Tout cela est un jeu du chat et de la souris entre les peuples et ceux qui veulent leur nier des libertés caractéristiques d’un monde où “l’information veut être libre” (comme le dit le slogan, qui remonte au début de l’utilisation d’Internet). Ainsi, la fermeture de Wikipedia pour une journée en signe de protestation face à une tentative de législation pour contrôler l’Internet a été spectaculaire, mais malhonnête. La hiérarchie du système Wikipedia permet tacitement à ceux qui ont de l’argent d’embaucher des écrivains pour produire des entrées à leur sujet sous un jour favorable. Et Wikipedia permet à ses volontaires (sont-ils vraiment volontaires?) de censurer, d’une manière fasciste, la “sagesse des foules”. Google, qui ces jours-ci adopte de nouvelles politiques, reliera les différents comptes, peu importe si l’utilisateur le souhaite ou non. Les moteurs de recherche, les réseaux sociaux, les médias en ligne et les entreprises analysent les informations sur les utilisateurs d’Internet pour leur propre profit économique. Pourtant, personne n’a diffusé de déclaration politique à propos de ces analyses qui dépouillent effectivement les individus de leur propriété (et de leur vie privée) pour le bénéfice de la démocratie commerciale de la consommation.
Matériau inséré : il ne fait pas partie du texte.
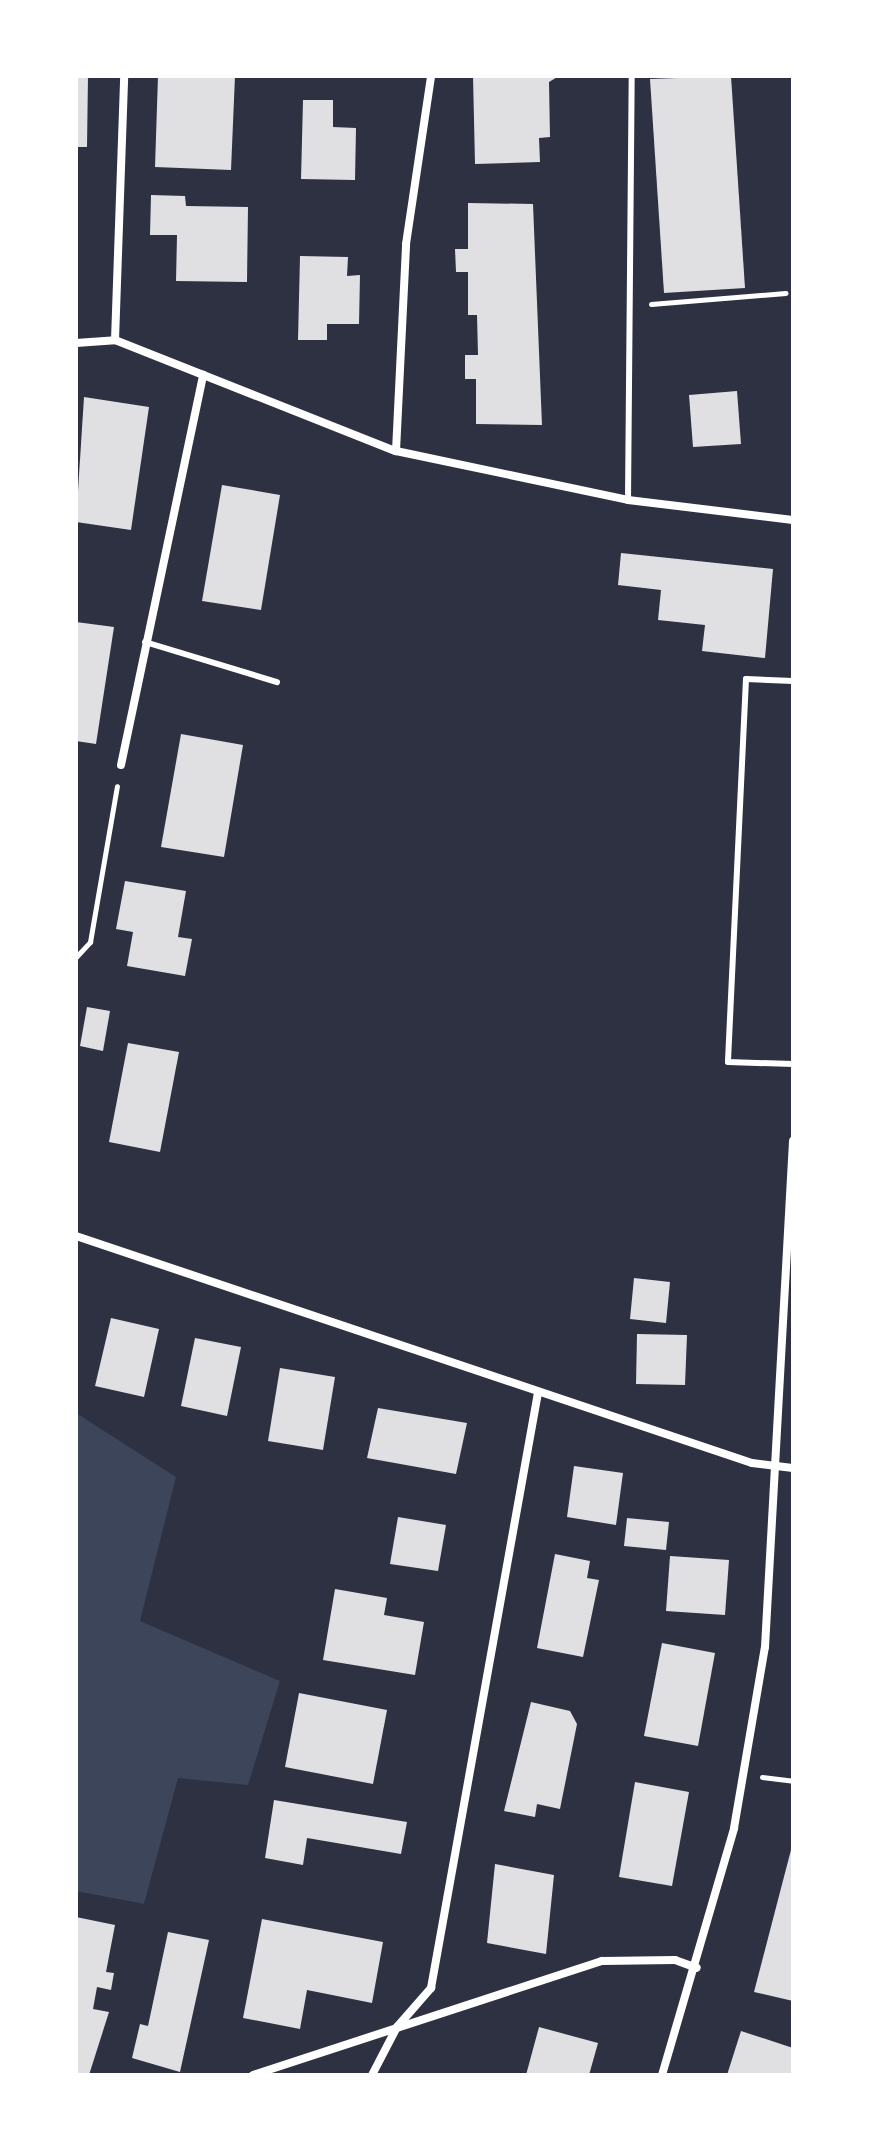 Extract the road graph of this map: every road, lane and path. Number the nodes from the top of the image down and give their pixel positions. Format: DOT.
graph roads {
  1 [pos="124,76"];
  2 [pos="431,76"];
  3 [pos="632,76"];
  4 [pos="786,293"];
  5 [pos="626,307"];
  6 [pos="115,340"];
  7 [pos="76,343"];
  8 [pos="203,375"];
  9 [pos="396,451"];
  10 [pos="628,500"];
  11 [pos="793,520"];
  12 [pos="145,642"];
  13 [pos="793,681"];
  14 [pos="277,682"];
  15 [pos="121,765"];
  16 [pos="76,957"];
  17 [pos="793,1064"];
  18 [pos="793,1141"];
  19 [pos="76,1236"];
  20 [pos="538,1393"];
  21 [pos="776,1466"];
  22 [pos="793,1468"];
  23 [pos="697,1968"];
  24 [pos="397,2027"];
  25 [pos="253,2075"];
  26 [pos="372,2075"];
  27 [pos="662,2075"];
  1 -- 6 [label="street"];
  2 -- 9 [label="street"];
  3 -- 5 [label="lane"];
  4 -- 5 [label="path"];
  5 -- 10 [label="lane"];
  6 -- 7 [label="street"];
  6 -- 8 [label="street"];
  8 -- 9 [label="street"];
  8 -- 12 [label="street"];
  9 -- 10 [label="street"];
  10 -- 11 [label="street"];
  12 -- 14 [label="lane"];
  12 -- 15 [label="street"];
  13 -- 17 [label="lane"];
  15 -- 16 [label="path"];
  18 -- 21 [label="street"];
  19 -- 20 [label="street"];
  20 -- 21 [label="street"];
  20 -- 24 [label="street"];
  21 -- 22 [label="street"];
  21 -- 23 [label="street"];
  23 -- 24 [label="street"];
  23 -- 27 [label="street"];
  24 -- 25 [label="street"];
  24 -- 26 [label="street"];
}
La Quadrature du Net a correctement souligné que la classe politique et la nouvelle politique du Net représentent des points de vue irréconciliables des droits des individus. Au lieu de mesurer combien de minutes se sont écoulées avant que la presse ait annoncé la mort de Whitney Houston, (certains Tweets l’ont fait en premier), nous ferions mieux de nous concentrer sur l’anticipation de la nouvelle forme de politique mise en avant par les internautes. Les natifs d’Internet (c’est-à-dire la première génération à grandir en ayant toujours utilisé le Net) s’en fichent que les messages Twitter soient plus rapides que la presse. Ils s’empareront du pouvoir politique en raison de leur compétence, une compétence qui fait si douloureusement défaut aujourd’hui des tentatives pour réglementer de manière pragmatique une condition humaine qui diffère de celle du passé.

D’après les données du trafic mondial – actuellement près de 600 exaoctets – et sur les modes d’utilisation de ces données (combien pour l’ecommerce, combien pour l’e-learning, combien pour l’e-divertissement, combien pour la communication privé, combien pour la pornographie, etc), nous pouvons prédire un certain nombre de caractéristiques :

.l’augmentation du nombre de réseaux à dominante propriétaire (tel que iTunes) qui conservent fermement un enregistrement du profil des utilisateurs (monopole de l’entreprise)

.l’augmentation des réseaux dédiés (par exemple, à des fins de cybersécurité, pour le diagnostic médical distribué)

.l’augmentation du nombre de réseaux sociaux dédiés qui rentreront utilement en concurrence avec les modèles “tout-en-un” (tels que Facebook et Twitter)

.un environnement plus concurrentiel dans les réseaux basés sur les moteurs de recherche (Google cessera d’être la superpuissance).

Alors que les gouvernements continueront à essayer de réglementer l’Internet, ils resteront toujours à la traîne. Avec la génération des natifs d’Internet, la politique va certainement s’étendre à l’Internet, non plus comme un moyen de propagande et un instrument de financement, mais plutôt en intéressant dans la prise de décision politique un électorat compétent. Cette prise de décision se fera avec moins de recul et de manière plus opportuniste, cela va sans dire.